Ler as coisas do Mundo
Podemos afirmar que todas as pessoas tem uma “visão” de mundo moldada pelos aspectos políticos, culturais, históricos e sociais que as colocam em posições diferentes ao “enxergar” e tomar decisões frente as situações e as coisas que as cercam. Para alguns o mundo é pura diversidade, do tamanho dos sonhos mais criativos e da complexidade da imaginação onde tudo se constrói na fluidez entre os pensamentos e as atitudes. Entretanto, para outros tudo se dilui num pessimismo desvairado em que seus horizontes mais promissores não passam de seu ‘umbigo’. Por onde passam, à galope do egocentrismo, difundem uma visão estreita e simplista da realidade. Depende da posição que ocupamos, expressamos uma maneira de ver as situações que a vida nos impõe. Estamos submersos num oceano cultural em que as redes colaborativas e as parcerias são fundamentais para o desenvolvimento de propostas que possam descortinar alternativas para melhor compreensão da relação do EU com o MUNDO. Podemos perceber que o processo de aprendizagem perpassa pela interação entre os aspectos físicos e subjetivos em que a vida, a realidade que conhecemos, só tem sentido quando compartilhada entre as pessoas. São as “visões” dos outros que fazem com que eu me enxergue no espelho invisível dos significados simbólicos daquilo que dá sentido ao existir.
No grande livro da aventura humana e suas páginas misteriosas encravadas na experiência cotidiana podemos valorizar novas percepções que ampliam nosso manancial de saberes. Escutando com vivacidade a história oral e a memória das comunidades tradicionais é dar visibilidade para personagens que foram suprimidos das narrativas históricas. Para entender um pouco a História Geral dos grandes eventos mundiais é necessário que cultivemos a curiosidade pela história familiar e as histórias dos bairros e da região onde semeamos nossos laços afetivos e fomentam maneiras distintas de “ler o mundo” onde moram riquezas inestimáveis. Aos letrados e iletrados, em alfabetização precoce ou tardia, apreender a essência de modos peculiares de se viver oportuniza o contato com as diversas áreas do conhecimento acumulados ao longo do tempo. Dos antigos pergaminhos aos livros digitais, o livro ainda é o veículo que conecta o passado e o presente e registra os avanços da ciência e modelos teóricos atuais.
A democratização da educação formal permitiu o maior contato com os livros, apesar de que isso não significa aumento nos índices de leitores.
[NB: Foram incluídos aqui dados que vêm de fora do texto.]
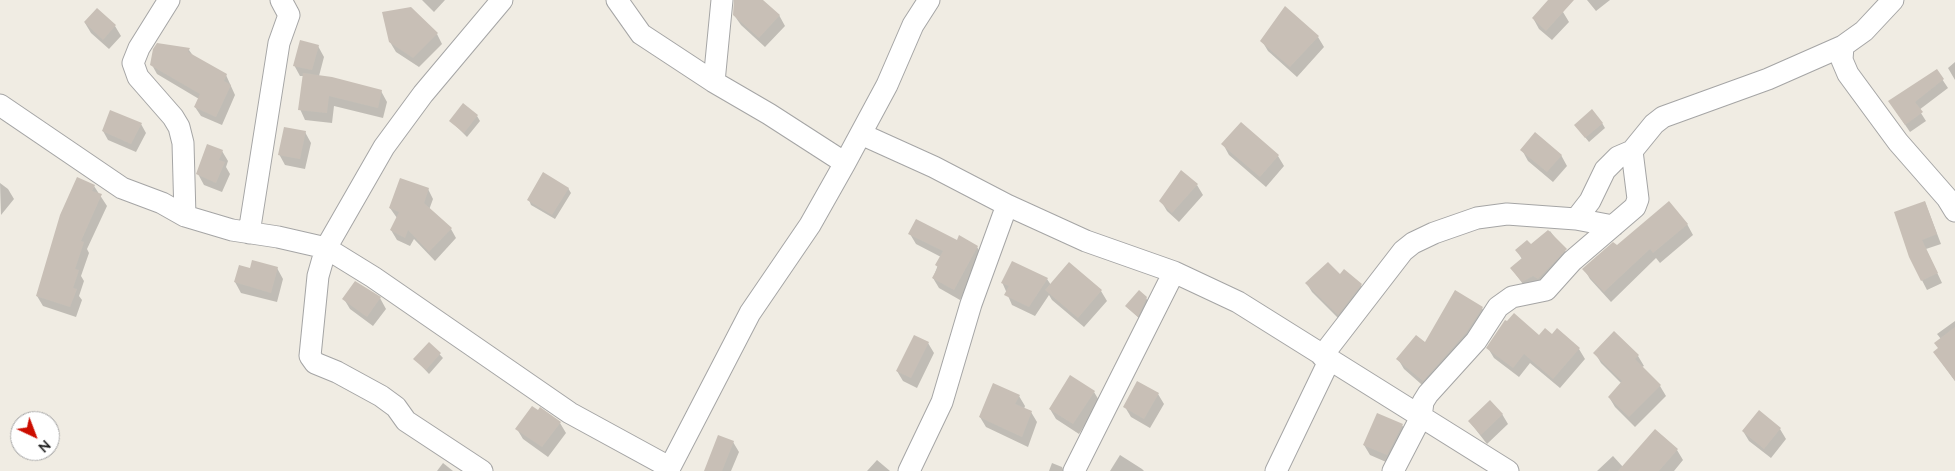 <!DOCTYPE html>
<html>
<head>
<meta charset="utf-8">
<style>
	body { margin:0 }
	#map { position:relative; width:1955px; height:471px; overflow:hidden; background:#f0ece3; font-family:Mulish,sans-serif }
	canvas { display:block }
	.north { position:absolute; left:10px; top:411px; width:50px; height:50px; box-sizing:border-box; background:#fff; border:1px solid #a5a5a5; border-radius:50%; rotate:137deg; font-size:14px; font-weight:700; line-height:20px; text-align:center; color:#1e1e1e }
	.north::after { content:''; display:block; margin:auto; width:18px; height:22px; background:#cc0d00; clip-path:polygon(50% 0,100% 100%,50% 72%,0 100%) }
</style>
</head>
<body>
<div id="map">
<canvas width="1955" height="471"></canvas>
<div class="north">N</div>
</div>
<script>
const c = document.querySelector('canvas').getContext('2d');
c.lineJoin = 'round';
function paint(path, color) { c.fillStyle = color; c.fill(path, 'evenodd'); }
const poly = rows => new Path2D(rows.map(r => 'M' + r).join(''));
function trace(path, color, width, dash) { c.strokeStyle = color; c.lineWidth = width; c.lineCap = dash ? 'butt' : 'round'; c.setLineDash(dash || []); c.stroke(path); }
paint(poly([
	[422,0,445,0,434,12],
	[740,0,761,0,779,15,785,26,765,47,741,25,734,15],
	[1551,0,1563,12,1569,22,1552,40,1539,29,1533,18],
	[1587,0,1610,0,1596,11],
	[98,10,115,26,121,36,109,49,91,33,85,23],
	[437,34,442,44,419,67,396,52,390,42],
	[1318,37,1324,47,1297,77,1268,51,1262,41],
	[158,44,189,50,194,57,226,75,235,95,222,125,201,116,195,107,199,99,157,74,152,65],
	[318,46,324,57,319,76,381,91,387,102,383,118,334,106,332,123,305,120,300,109,304,76,300,76,294,65],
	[1955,62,1955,80,1948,68],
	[1936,70,1948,88,1919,110,1926,121,1910,132,1895,110],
	[477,116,480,121,467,137,451,121],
	[1602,123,1605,128,1589,142,1575,125],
	[141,124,146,133,136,152,108,140,103,131],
	[305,132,311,143,305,169,285,165,279,154],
	[1223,144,1278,156,1284,166,1266,187,1229,155],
	[1522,150,1561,155,1567,166,1553,182,1528,161],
	[222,151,228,161,226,167,230,174,222,192,204,185,198,174],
	[0,183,8,189,14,199,1,215],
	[1197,185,1203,195,1179,222,1167,211,1161,201],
	[94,186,107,206,87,249,89,253,81,276,84,281,79,296,82,300,76,317,43,306,37,296],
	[568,188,571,193,555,219,531,205,529,200],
	[428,189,433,199,429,210,451,229,456,238,435,261,414,239,410,246,397,240,391,230,397,218,390,208],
	[1925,202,1941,244,1926,249,1942,283,1927,290,1910,257],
	[1687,224,1693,235,1660,263,1656,258,1611,302,1590,279,1584,269,1616,247],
	[1550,231,1572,260,1529,292,1511,268,1522,259,1517,251,1531,246],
	[910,234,977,247,983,257,960,300,939,288,933,278,941,257,916,244],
	[277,268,283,279,277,302,241,293,235,282,251,270],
	[1047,279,1051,285,1101,291,1107,301,1084,327,1052,300,1049,295,1035,316,1012,305,1002,282],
	[1307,284,1361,285,1366,293,1343,323,1312,292],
	[380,298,386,309,373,326,350,309,344,299],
	[1146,298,1149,303,1141,320,1127,307],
	[1482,308,1488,318,1429,391,1404,369,1398,359],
	[1955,321,1955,381,1935,353,1939,349,1941,339,1937,334],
	[1557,330,1579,349,1585,359,1560,388,1530,363,1519,377,1494,358,1488,348,1552,336],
	[429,343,443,358,429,374,415,359],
	[928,343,934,353,917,388,903,381,897,371],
	[1595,353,1638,356,1644,366,1642,367,1660,386,1666,396,1635,427,1615,407,1609,397,1622,384,1601,363],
	[1094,392,1100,402,1079,434,1056,419,1050,409],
	[1158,394,1164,404,1150,428,1131,417,1125,407],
	[1019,396,1025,406,1024,409,1031,412,1037,422,1028,447,986,427,980,417],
	[538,412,560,423,566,433,548,457,523,439,517,429],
	[1502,414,1508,424,1487,444,1469,421],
	[1402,425,1408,435,1393,465,1370,455,1364,445],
	[1780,429,1786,439,1771,458,1749,441,1743,431],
	[1655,431,1677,450,1683,460,1674,471,1597,471,1613,456,1623,467],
	[733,442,739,452,731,471,706,471],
	[1120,455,1142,469,1144,471,1110,471],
	[877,460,890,471,867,471],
	[443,463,453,471,437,471],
	[1052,463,1062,467,1064,471,1049,471]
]), '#0003');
paint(poly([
	[734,0,763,0,780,15,759,38,733,15],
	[1548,0,1574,0,1546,31,1532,18],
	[1285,6,1319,36,1290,67,1260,41],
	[411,7,438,33,413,58,389,42,382,12],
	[97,8,116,25,103,40,84,22],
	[300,40,319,45,312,70,293,66],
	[157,43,190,48,188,52,227,74,224,81,231,85,216,117,194,107,200,94,150,65,153,49],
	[1937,69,1944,79,1915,102,1923,112,1905,125,1888,101],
	[303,73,332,77,382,90,378,108,329,96,327,113,298,110],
	[463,103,478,115,464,133,449,121],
	[1592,109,1603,123,1585,138,1574,125],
	[110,110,142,123,131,144,102,131],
	[1241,122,1279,155,1260,177,1221,144],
	[284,127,306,131,300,159,278,155],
	[1535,132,1562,155,1547,172,1520,150],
	[207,144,223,150,219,160,225,162,216,183,196,174],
	[1181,170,1198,184,1172,213,1159,201],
	[543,172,569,188,552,215,527,200],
	[77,177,95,185,92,191,102,194,81,241,84,242,75,269,79,270,73,288,77,289,70,307,36,296,60,215],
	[400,178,429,188,424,203,452,228,429,252,408,230,405,238,390,230,399,212,389,208],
	[1669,201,1688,224,1653,253,1650,249,1604,292,1582,269,1613,242,1617,245],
	[1925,201,1937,234,1922,240,1938,273,1921,281,1909,257,1894,212],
	[916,219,957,240,959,235,978,246,954,290,932,278,938,267,935,265,943,251,908,234],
	[1548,230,1567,249,1538,279,1533,276,1522,282,1510,268,1522,258,1515,250,1527,240,1531,244],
	[252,260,278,267,271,293,234,282,239,265,250,268],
	[1012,261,1048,278,1029,307,1004,295,1009,286,1001,283],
	[1069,262,1102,290,1078,318,1045,290],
	[1328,262,1340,274,1344,269,1362,284,1338,315,1305,283],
	[355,281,381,297,367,317,342,299],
	[1139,290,1147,297,1138,317,1125,306],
	[1455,290,1483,307,1466,333,1423,381,1396,359,1416,335,1425,342],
	[1514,313,1539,335,1545,328,1552,334,1557,328,1580,348,1553,379,1524,354,1513,368,1486,348,1505,320,1507,321],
	[1955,327,1955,381,1933,352,1938,348,1934,343],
	[1614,331,1639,355,1635,359,1661,385,1629,417,1608,397,1622,381,1593,353],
	[914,335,929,342,911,378,896,371],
	[429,342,441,353,426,370,413,359],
	[1070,375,1095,391,1073,424,1049,409],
	[1137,381,1159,393,1144,419,1123,407],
	[993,383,1020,395,1015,404,1032,411,1022,437,979,417],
	[1490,400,1503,414,1481,435,1468,421],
	[532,406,538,410,540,407,561,422,542,447,515,429],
	[1759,410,1781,428,1764,449,1742,431],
	[1377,413,1403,424,1387,455,1363,445],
	[1655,429,1678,449,1659,471,1618,471],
	[718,435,734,441,722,471,704,471]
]), '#c8bfb6');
const street = poly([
	[169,0,139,48,133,63,138,77,173,117,179,127,183,143,185,216],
	[617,0,641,34,714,82,769,114,845,163],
	[1843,46,1842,60,1848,74,1898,142,1947,198,1955,211],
	[714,82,722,0],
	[0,105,122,188,162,203,185,216,232,230,278,237,326,248,373,277,570,413,669,467],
	[861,134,934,167,1007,205,1086,241,1174,272,1238,302,1508,471],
	[1576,219,1590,201,1605,170,1618,157,1632,151,1654,124,1663,117,1768,79,1843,46,1864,31,1893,0],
	[249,233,279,43,289,15,281,0],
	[1322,356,1403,251,1413,243,1434,233,1477,218,1507,214,1576,219,1613,226],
	[482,471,406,421,396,407,381,396,337,372,315,363,310,356,318,276,326,248,384,147,423,94,502,0],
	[668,471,750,313,810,225,845,163,887,85,913,25,929,0],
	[909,471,942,402,971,304,1007,205],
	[1074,471,1174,272],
	[1276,471,1329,361],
	[1393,471,1421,417,1423,402,1428,394,1476,341,1498,307,1512,297,1546,290,1572,261,1635,207,1638,199,1632,151]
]);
trace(street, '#a5a5a5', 23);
trace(street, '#fff', 21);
</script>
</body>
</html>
O ato de ler é revolucionário e traz uma ruptura com a esfera do senso comum. Na tenra e saborosa infância as “visões” de mundo são temperadas pela literatura, contos, estórias e o colorido da arte. Em idade avançada o cultivo do hábito da leitura é um dos caminhos para qualidade de vida e bem estar. Nunca é tarde para aprender, desde que as virtudes da humildade, simplicidade e respeito sejam os princípios básicos entre as relações humanas. As bibliotecas públicas são espaços que merecem ser usufruídos pela comunidade, onde podem fazer suas pesquisas, ter acesso a um vasto acervo bibliográfico e associar-se para retirar as publicações que mais lhe interessar. Um local de múltiplas trocas que estimula um convívio saudável entre as pessoas. Os museus da cidade exigem infra estrutura adequada e um plano museológico para administrar seus acervos. Os museus são lugares vivos que resguardam objetos e artefatos consagrados pelo tempo e o uso e fruição entre seus corredores são imprescindíveis. O esquecimento dos espaços de reflexão e do livre pensamento, como os museus e bibliotecas revelam o nível cultural de uma determinada população. Uma abordagem que busca a universalização dos livros como meio efetivos de transformação nas “visões de mundo” são os pontos de leituras que ocupam áreas públicas, de maneira errante, levando arte e cultura e difundindo a semente no coração de novos leitores. O casal de educadores Gilmar e Rita disseminam alegria com o ponto de leitura Bolinha & Bolota e o ativista cultural e músico Alessandro Luz, o Ale, implantou a chamada “Livradeira” numa praça da comunidade da Vila São João. Leitura na praça reutilizando uma geladeira que se transforma numa estante em que os leitores retiram e doam livros. São as atitudes que escrevem as linhas do destino e acabam sendo os pilares para novos olhares que privilegiem os gestos nobres da comunidade local que faz a diferença e não necessita de holofotes para legitimar seu trabalho. Assim, aprendemos e reaprendemos a ler as coisas do mundo, nos livros, no seio das expressões culturais e nas memórias coletivas buscando bússolas que orientem nosso singular modo de ‘vi – ver’ em comunhão.
Publicado no Jornal Litoral Norte RS e Jornal A Folha/Torres.